### Work instructions
List each line of the data that holds the string "height".

### Stored data
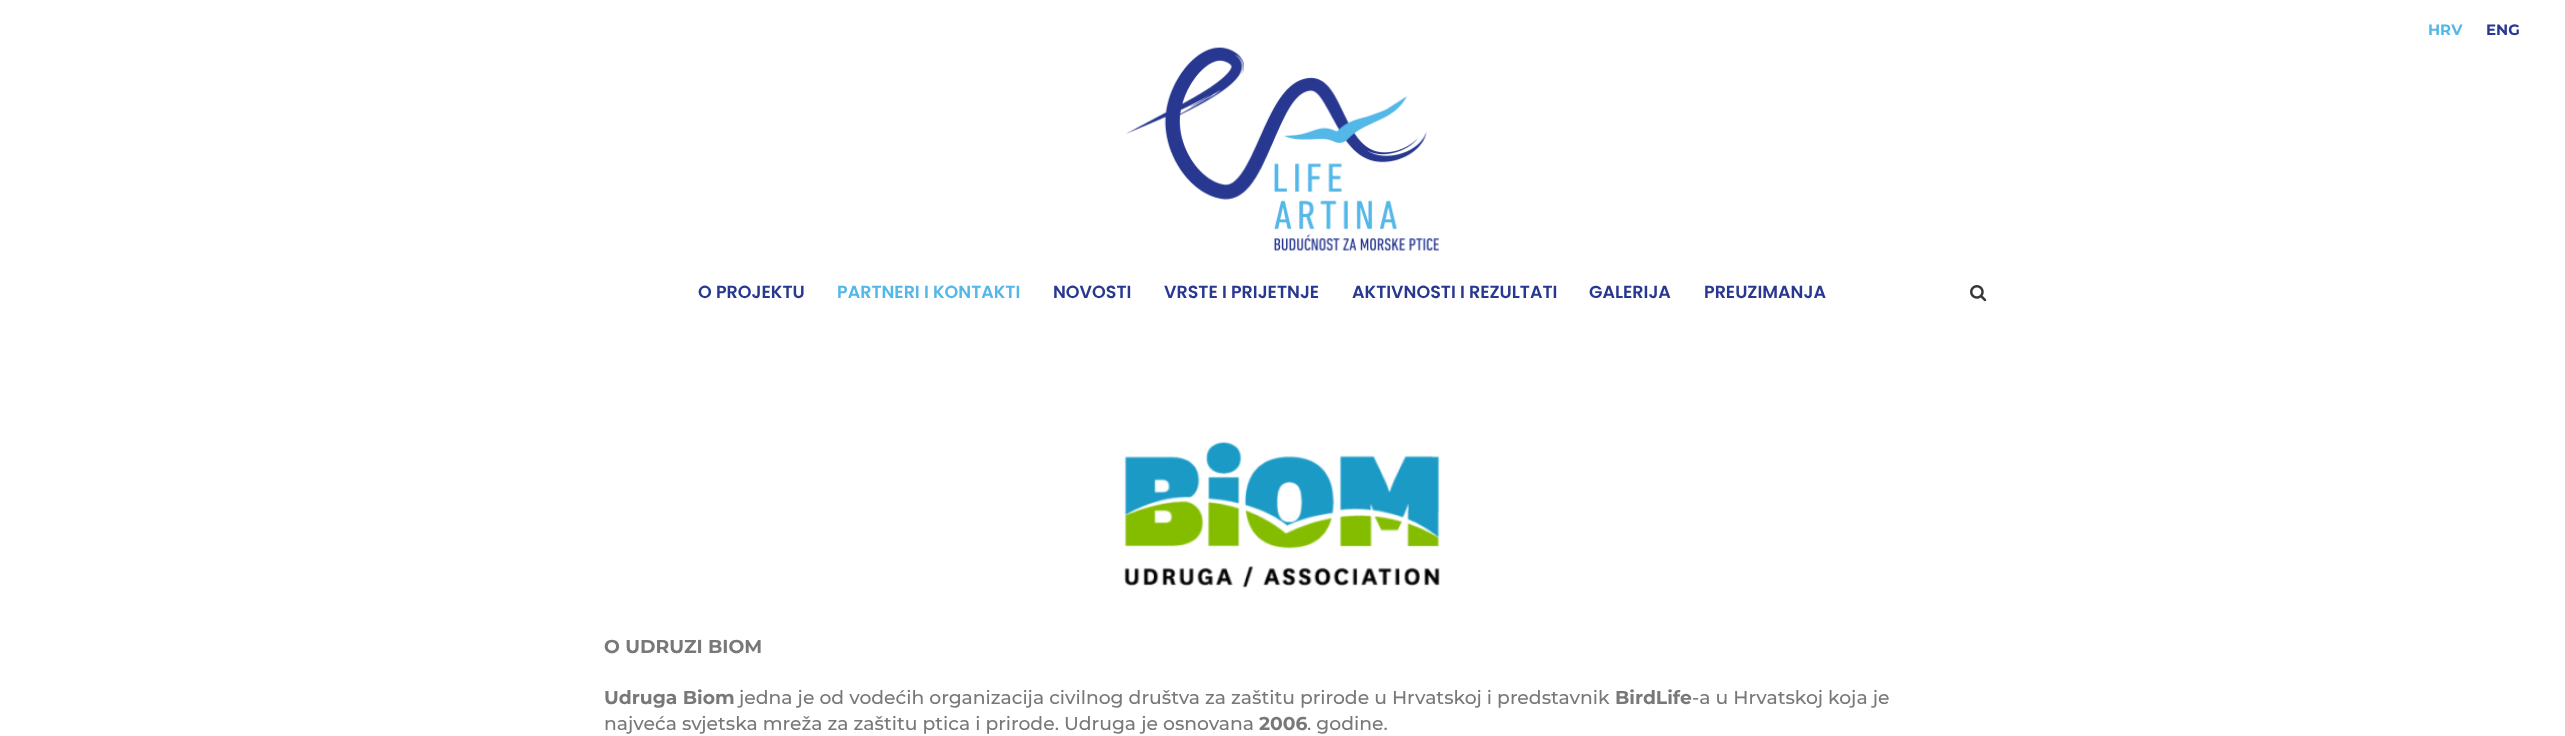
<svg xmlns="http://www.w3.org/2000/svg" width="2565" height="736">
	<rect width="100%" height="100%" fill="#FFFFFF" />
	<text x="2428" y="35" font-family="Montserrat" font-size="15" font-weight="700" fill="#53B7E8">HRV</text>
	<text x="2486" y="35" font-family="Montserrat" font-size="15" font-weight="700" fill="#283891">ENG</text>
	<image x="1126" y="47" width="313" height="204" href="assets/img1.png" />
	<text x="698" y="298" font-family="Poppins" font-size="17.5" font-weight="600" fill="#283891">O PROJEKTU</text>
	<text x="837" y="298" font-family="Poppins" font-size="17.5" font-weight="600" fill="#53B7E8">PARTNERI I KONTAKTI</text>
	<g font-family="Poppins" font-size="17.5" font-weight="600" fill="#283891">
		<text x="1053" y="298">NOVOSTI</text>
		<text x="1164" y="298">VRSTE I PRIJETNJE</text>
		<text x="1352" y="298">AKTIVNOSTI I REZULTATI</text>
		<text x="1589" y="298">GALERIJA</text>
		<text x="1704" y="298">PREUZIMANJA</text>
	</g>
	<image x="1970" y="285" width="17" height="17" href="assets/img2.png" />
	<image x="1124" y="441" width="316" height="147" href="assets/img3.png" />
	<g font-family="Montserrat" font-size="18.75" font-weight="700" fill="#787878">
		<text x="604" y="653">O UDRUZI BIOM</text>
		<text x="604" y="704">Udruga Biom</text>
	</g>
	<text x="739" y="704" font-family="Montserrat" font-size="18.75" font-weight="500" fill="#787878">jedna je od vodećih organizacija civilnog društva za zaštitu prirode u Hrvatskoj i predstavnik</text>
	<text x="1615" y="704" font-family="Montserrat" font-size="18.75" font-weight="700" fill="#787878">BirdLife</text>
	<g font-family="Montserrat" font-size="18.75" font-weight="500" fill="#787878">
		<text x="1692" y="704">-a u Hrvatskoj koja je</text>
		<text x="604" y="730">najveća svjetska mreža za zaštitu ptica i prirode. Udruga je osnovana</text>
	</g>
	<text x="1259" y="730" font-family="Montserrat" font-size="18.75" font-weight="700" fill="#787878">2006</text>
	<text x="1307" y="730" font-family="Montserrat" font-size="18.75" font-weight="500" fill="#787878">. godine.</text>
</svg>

### Result
<svg xmlns="http://www.w3.org/2000/svg" width="2565" height="736">
	<rect width="100%" height="100%" fill="#FFFFFF" />
	<image x="1126" y="47" width="313" height="204" href="assets/img1.png" />
	<image x="1970" y="285" width="17" height="17" href="assets/img2.png" />
	<image x="1124" y="441" width="316" height="147" href="assets/img3.png" />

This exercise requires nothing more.